DATA SUPPLIED:
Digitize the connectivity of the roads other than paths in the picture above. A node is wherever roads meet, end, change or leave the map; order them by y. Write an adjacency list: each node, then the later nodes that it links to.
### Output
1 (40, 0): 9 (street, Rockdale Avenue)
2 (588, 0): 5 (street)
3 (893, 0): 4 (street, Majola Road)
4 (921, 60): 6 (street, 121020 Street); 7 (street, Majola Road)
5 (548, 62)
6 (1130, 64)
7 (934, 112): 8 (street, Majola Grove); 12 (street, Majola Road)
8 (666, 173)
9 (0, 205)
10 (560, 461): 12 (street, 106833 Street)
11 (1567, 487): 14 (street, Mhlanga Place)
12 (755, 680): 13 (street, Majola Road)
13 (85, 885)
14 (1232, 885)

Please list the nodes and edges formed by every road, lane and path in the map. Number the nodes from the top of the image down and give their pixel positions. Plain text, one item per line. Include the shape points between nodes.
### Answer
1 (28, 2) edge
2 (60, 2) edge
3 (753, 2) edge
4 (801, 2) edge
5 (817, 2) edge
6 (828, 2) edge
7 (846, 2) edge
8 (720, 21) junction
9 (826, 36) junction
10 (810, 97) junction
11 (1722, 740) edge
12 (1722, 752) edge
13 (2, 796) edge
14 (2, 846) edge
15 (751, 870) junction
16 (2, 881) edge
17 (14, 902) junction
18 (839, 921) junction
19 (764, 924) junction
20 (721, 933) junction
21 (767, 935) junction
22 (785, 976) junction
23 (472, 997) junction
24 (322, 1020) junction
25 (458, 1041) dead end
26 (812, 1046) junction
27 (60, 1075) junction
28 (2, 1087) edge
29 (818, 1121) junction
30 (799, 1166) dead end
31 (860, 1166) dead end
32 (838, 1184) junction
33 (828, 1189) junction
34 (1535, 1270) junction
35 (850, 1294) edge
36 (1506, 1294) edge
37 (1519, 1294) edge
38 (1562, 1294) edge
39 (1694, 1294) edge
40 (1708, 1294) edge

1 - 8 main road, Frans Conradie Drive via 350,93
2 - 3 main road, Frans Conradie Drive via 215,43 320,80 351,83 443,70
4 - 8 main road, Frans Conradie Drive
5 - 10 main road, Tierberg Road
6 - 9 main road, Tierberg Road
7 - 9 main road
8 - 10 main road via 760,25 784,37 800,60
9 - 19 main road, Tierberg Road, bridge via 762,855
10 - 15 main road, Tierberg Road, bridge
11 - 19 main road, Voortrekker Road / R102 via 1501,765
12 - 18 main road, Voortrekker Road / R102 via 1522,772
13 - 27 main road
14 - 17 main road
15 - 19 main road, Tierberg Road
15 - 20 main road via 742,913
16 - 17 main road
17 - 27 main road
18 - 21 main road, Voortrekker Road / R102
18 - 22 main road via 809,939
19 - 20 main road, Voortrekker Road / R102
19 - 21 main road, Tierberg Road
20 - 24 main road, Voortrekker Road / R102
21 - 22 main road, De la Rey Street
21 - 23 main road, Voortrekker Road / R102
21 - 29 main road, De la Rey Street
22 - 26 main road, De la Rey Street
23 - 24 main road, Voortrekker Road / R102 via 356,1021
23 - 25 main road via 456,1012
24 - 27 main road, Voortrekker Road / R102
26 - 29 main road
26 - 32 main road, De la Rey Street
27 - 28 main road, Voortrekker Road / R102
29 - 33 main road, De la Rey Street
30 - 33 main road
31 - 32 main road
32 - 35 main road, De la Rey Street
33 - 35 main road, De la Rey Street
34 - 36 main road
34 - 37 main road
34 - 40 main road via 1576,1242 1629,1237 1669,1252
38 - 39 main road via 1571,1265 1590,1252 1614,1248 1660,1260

PROBLEM STATEMENT:
What is needed here is a word-for-word copy of the whole listing.

EXPECTED ANSWER:
Digitize the connectivity of the roads other than paths in the picture above. A node is wherever roads meet, end, change or leave the map; order them by y. Write an adjacency list: each node, then the later nodes that it links to.
### Output
1 (40, 0): 9 (street, Rockdale Avenue)
2 (588, 0): 5 (street)
3 (893, 0): 4 (street, Majola Road)
4 (921, 60): 6 (street, 121020 Street); 7 (street, Majola Road)
5 (548, 62)
6 (1130, 64)
7 (934, 112): 8 (street, Majola Grove); 12 (street, Majola Road)
8 (666, 173)
9 (0, 205)
10 (560, 461): 12 (street, 106833 Street)
11 (1567, 487): 14 (street, Mhlanga Place)
12 (755, 680): 13 (street, Majola Road)
13 (85, 885)
14 (1232, 885)

Please list the nodes and edges formed by every road, lane and path in the map. Number the nodes from the top of the image down and give their pixel positions. Plain text, one item per line. Include the shape points between nodes.
### Answer
1 (28, 2) edge
2 (60, 2) edge
3 (753, 2) edge
4 (801, 2) edge
5 (817, 2) edge
6 (828, 2) edge
7 (846, 2) edge
8 (720, 21) junction
9 (826, 36) junction
10 (810, 97) junction
11 (1722, 740) edge
12 (1722, 752) edge
13 (2, 796) edge
14 (2, 846) edge
15 (751, 870) junction
16 (2, 881) edge
17 (14, 902) junction
18 (839, 921) junction
19 (764, 924) junction
20 (721, 933) junction
21 (767, 935) junction
22 (785, 976) junction
23 (472, 997) junction
24 (322, 1020) junction
25 (458, 1041) dead end
26 (812, 1046) junction
27 (60, 1075) junction
28 (2, 1087) edge
29 (818, 1121) junction
30 (799, 1166) dead end
31 (860, 1166) dead end
32 (838, 1184) junction
33 (828, 1189) junction
34 (1535, 1270) junction
35 (850, 1294) edge
36 (1506, 1294) edge
37 (1519, 1294) edge
38 (1562, 1294) edge
39 (1694, 1294) edge
40 (1708, 1294) edge

1 - 8 main road, Frans Conradie Drive via 350,93
2 - 3 main road, Frans Conradie Drive via 215,43 320,80 351,83 443,70
4 - 8 main road, Frans Conradie Drive
5 - 10 main road, Tierberg Road
6 - 9 main road, Tierberg Road
7 - 9 main road
8 - 10 main road via 760,25 784,37 800,60
9 - 19 main road, Tierberg Road, bridge via 762,855
10 - 15 main road, Tierberg Road, bridge
11 - 19 main road, Voortrekker Road / R102 via 1501,765
12 - 18 main road, Voortrekker Road / R102 via 1522,772
13 - 27 main road
14 - 17 main road
15 - 19 main road, Tierberg Road
15 - 20 main road via 742,913
16 - 17 main road
17 - 27 main road
18 - 21 main road, Voortrekker Road / R102
18 - 22 main road via 809,939
19 - 20 main road, Voortrekker Road / R102
19 - 21 main road, Tierberg Road
20 - 24 main road, Voortrekker Road / R102
21 - 22 main road, De la Rey Street
21 - 23 main road, Voortrekker Road / R102
21 - 29 main road, De la Rey Street
22 - 26 main road, De la Rey Street
23 - 24 main road, Voortrekker Road / R102 via 356,1021
23 - 25 main road via 456,1012
24 - 27 main road, Voortrekker Road / R102
26 - 29 main road
26 - 32 main road, De la Rey Street
27 - 28 main road, Voortrekker Road / R102
29 - 33 main road, De la Rey Street
30 - 33 main road
31 - 32 main road
32 - 35 main road, De la Rey Street
33 - 35 main road, De la Rey Street
34 - 36 main road
34 - 37 main road
34 - 40 main road via 1576,1242 1629,1237 1669,1252
38 - 39 main road via 1571,1265 1590,1252 1614,1248 1660,1260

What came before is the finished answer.